Reputation: 338
I am training an image recognition algorithm (TesorFlow 1.15, Python 3.7.7) with 200 training images and 40 test images. Each image has dimensions of 4000 x 3000 pixels, so they are each quite large. I am training the following algorithm (SSD Mobilenet V1):
model {
ssd {
num_classes: 1
box_coder {
faster_rcnn_box_coder {
y_scale: 10.0
x_scale: 10.0
height_scale: 5.0
width_scale: 5.0
}
}
matcher {
argmax_matcher {
matched_threshold: 0.5
unmatched_threshold: 0.5
ignore_thresholds: false
negatives_lower_than_unmatched: true
force_match_for_each_row: true
}
}
similarity_calculator {
iou_similarity {
}
}
anchor_generator {
ssd_anchor_generator {
num_layers: 6
min_scale: 0.2
max_scale: 0.95
aspect_ratios: 1.0
aspect_ratios: 2.0
aspect_ratios: 0.5
aspect_ratios: 3.0
aspect_ratios: 0.3333
}
}
image_resizer {
fixed_shape_resizer {
height: 300
width: 300
}
}
box_predictor {
convolutional_box_predictor {
min_depth: 0
max_depth: 0
num_layers_before_predictor: 0
use_dropout: false
dropout_keep_probability: 0.8
kernel_size: 1
box_code_size: 4
apply_sigmoid_to_scores: false
conv_hyperparams {
activation: RELU_6,
regularizer {
l2_regularizer {
weight: 0.00004
}
}
initializer {
truncated_normal_initializer {
stddev: 0.03
mean: 0.0
}
}
batch_norm {
train: true,
scale: true,
center: true,
decay: 0.9997,
epsilon: 0.001,
}
}
}
}
feature_extractor {
type: 'ssd_mobilenet_v1'
min_depth: 16
depth_multiplier: 1.0
conv_hyperparams {
activation: RELU_6,
regularizer {
l2_regularizer {
weight: 0.00004
}
}
initializer {
truncated_normal_initializer {
stddev: 0.03
mean: 0.0
}
}
batch_norm {
train: true,
scale: true,
center: true,
decay: 0.9997,
epsilon: 0.001,
}
}
}
loss {
classification_loss {
weighted_sigmoid {
}
}
localization_loss {
weighted_smooth_l1 {
}
}
hard_example_miner {
num_hard_examples: 3000
iou_threshold: 0.99
loss_type: CLASSIFICATION
max_negatives_per_positive: 3
min_negatives_per_image: 0
}
classification_weight: 1.0
localization_weight: 1.0
}
normalize_loss_by_num_matches: true
post_processing {
batch_non_max_suppression {
score_threshold: 1e-8
iou_threshold: 0.6
max_detections_per_class: 100
max_total_detections: 100
}
score_converter: SIGMOID
}
}
}
train_config: {
batch_size: 3
optimizer {
rms_prop_optimizer: {
learning_rate: {
exponential_decay_learning_rate {
initial_learning_rate: 0.004
decay_steps: 800720
decay_factor: 0.95
}
}
momentum_optimizer_value: 0.9
decay: 0.9
epsilon: 1.0
}
}
fine_tune_checkpoint: "ssd_mobilenet_v1_coco_2018_01_28/model.ckpt"
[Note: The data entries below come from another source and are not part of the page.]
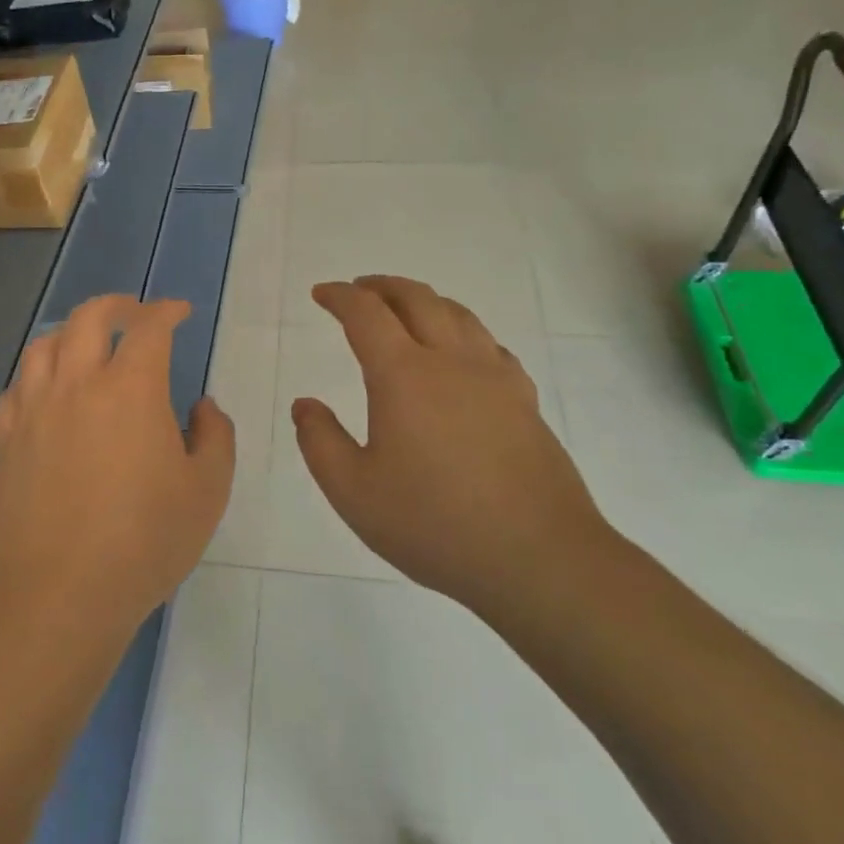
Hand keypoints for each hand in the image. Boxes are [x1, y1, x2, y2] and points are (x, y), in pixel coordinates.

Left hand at [0, 295, 234, 638]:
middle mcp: (76, 383)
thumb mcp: (207, 490)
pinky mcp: (5, 439)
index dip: (167, 311)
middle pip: (89, 318)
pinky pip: (17, 386)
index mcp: (130, 388)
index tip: (179, 312)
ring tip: (88, 346)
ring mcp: (33, 409)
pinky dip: (38, 374)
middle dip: (118, 305)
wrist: (60, 593)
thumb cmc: (145, 541)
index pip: (149, 327)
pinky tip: (48, 392)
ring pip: (45, 344)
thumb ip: (215, 435)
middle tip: (136, 314)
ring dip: (72, 332)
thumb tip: (202, 405)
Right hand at [292, 277, 607, 615]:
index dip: (340, 296)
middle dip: (381, 286)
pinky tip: (460, 354)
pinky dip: (463, 331)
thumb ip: (320, 442)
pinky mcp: (524, 400)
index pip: (366, 313)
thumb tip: (305, 404)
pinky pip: (490, 344)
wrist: (538, 557)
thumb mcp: (353, 492)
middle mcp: (451, 361)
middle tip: (359, 290)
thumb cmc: (434, 524)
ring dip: (423, 300)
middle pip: (416, 298)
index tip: (321, 293)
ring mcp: (495, 378)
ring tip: (404, 310)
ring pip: (458, 314)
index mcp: (403, 375)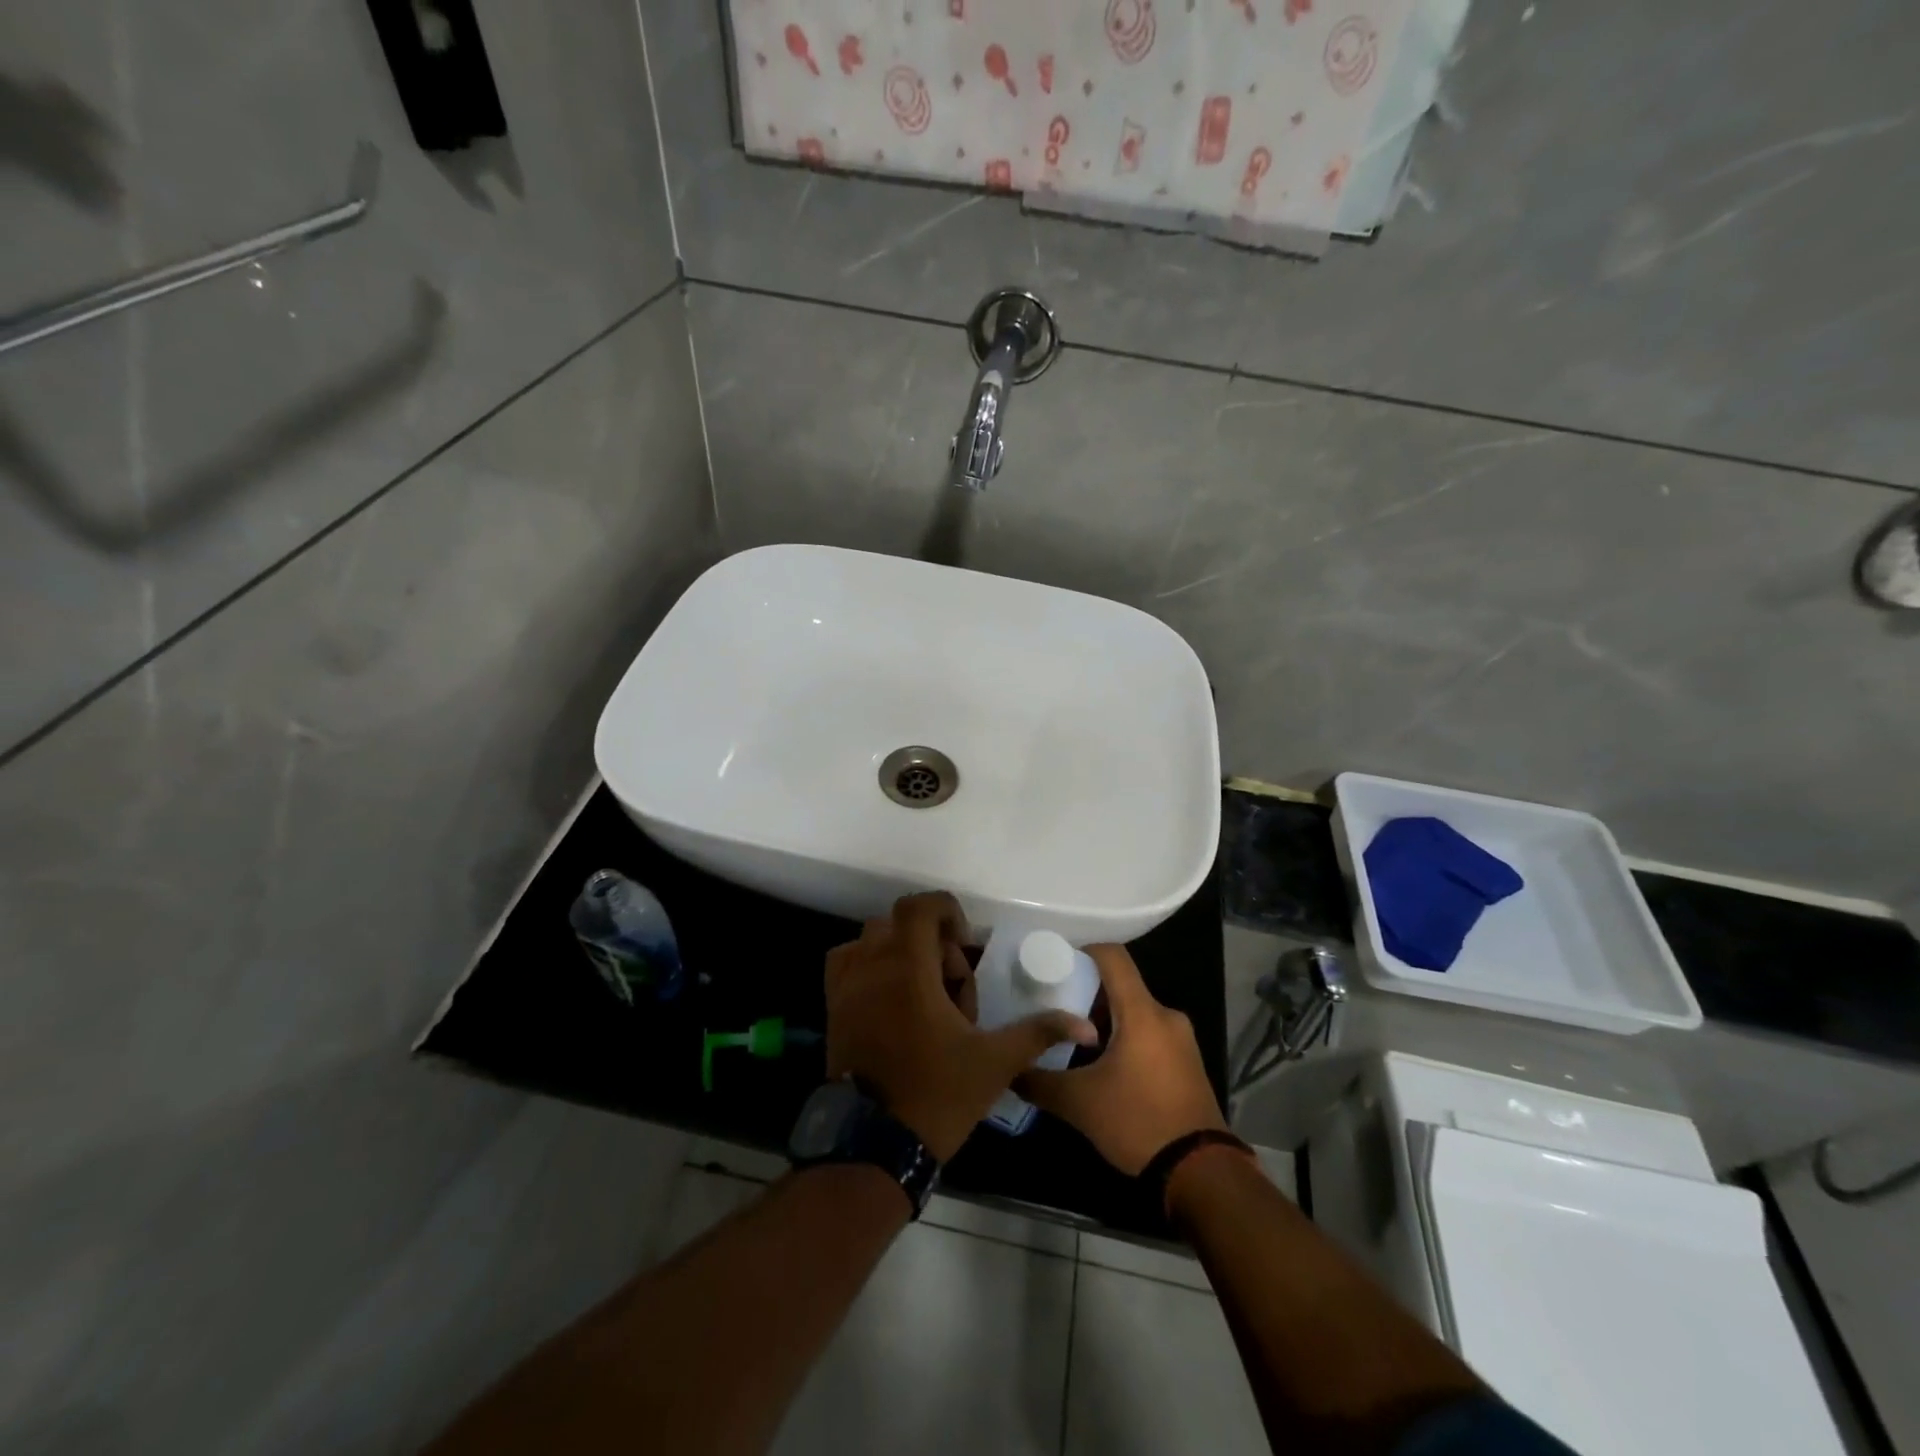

from_detection_checkpoint: true
# Note: The below line limits the training process to 200K steps, which we
# empirically found to be sufficient enough to train the pets dataset. This
# effectively bypasses the learning rate schedule (the learning rate will
# never decay). Remove the below line to train indefinitely.
num_steps: 200000
data_augmentation_options {
random_horizontal_flip {
}
}
data_augmentation_options {
ssd_random_crop {
}
}
}
train_input_reader: {
tf_record_input_reader {
input_path: "data/train.record"
}
label_map_path: "data/object-detection.pbtxt"
}
eval_config: {
num_examples: 40
# Note: The below line limits the evaluation process to 10 evaluations.
# Remove the below line to evaluate indefinitely.
max_evals: 10
}
eval_input_reader: {
tf_record_input_reader {
input_path: "data/test.record"
}
label_map_path: "training/object-detection.pbtxt"
shuffle: false
num_readers: 1
}
Modified classes include:
I do not wish for my images to be downsized, because I have a lot of labeled data that would be outside the bounds of the:
fixed_shape_resizer {
height: 300
width: 300
dimensions. Do I need to eliminate this? I'm new to TensorFlow and do not have much experience with these things, so any info would be helpful.
Upvotes: 0
Views: 319
Reputation: 430
First of all, SSD needs to be fixed shape (same width as height). This is because of its configuration as a neural network with fully connected layers.
So you have to resize anyway. But I can see why you don't want to resize too much because of loss of information. I think in theory it's possible to train on such large images, but in practice it's not really. Training takes images in batches and loads them into memory. With sizes like those, you would probably run out of memory. Besides that, it would take way longer to train too.
So that's why resizing is used a lot. So there is two possible ways to go. Resize to a smaller size (you could try larger than 300x300 of course, but larger than 640x640 is not very realistic). But you could also split each image up into for example 4 images, where you train the model on these splits. This way, you lose less information. But it will take more time to train because of a larger dataset, which is good in some ways too. This would probably be the best way to go.
Upvotes: 1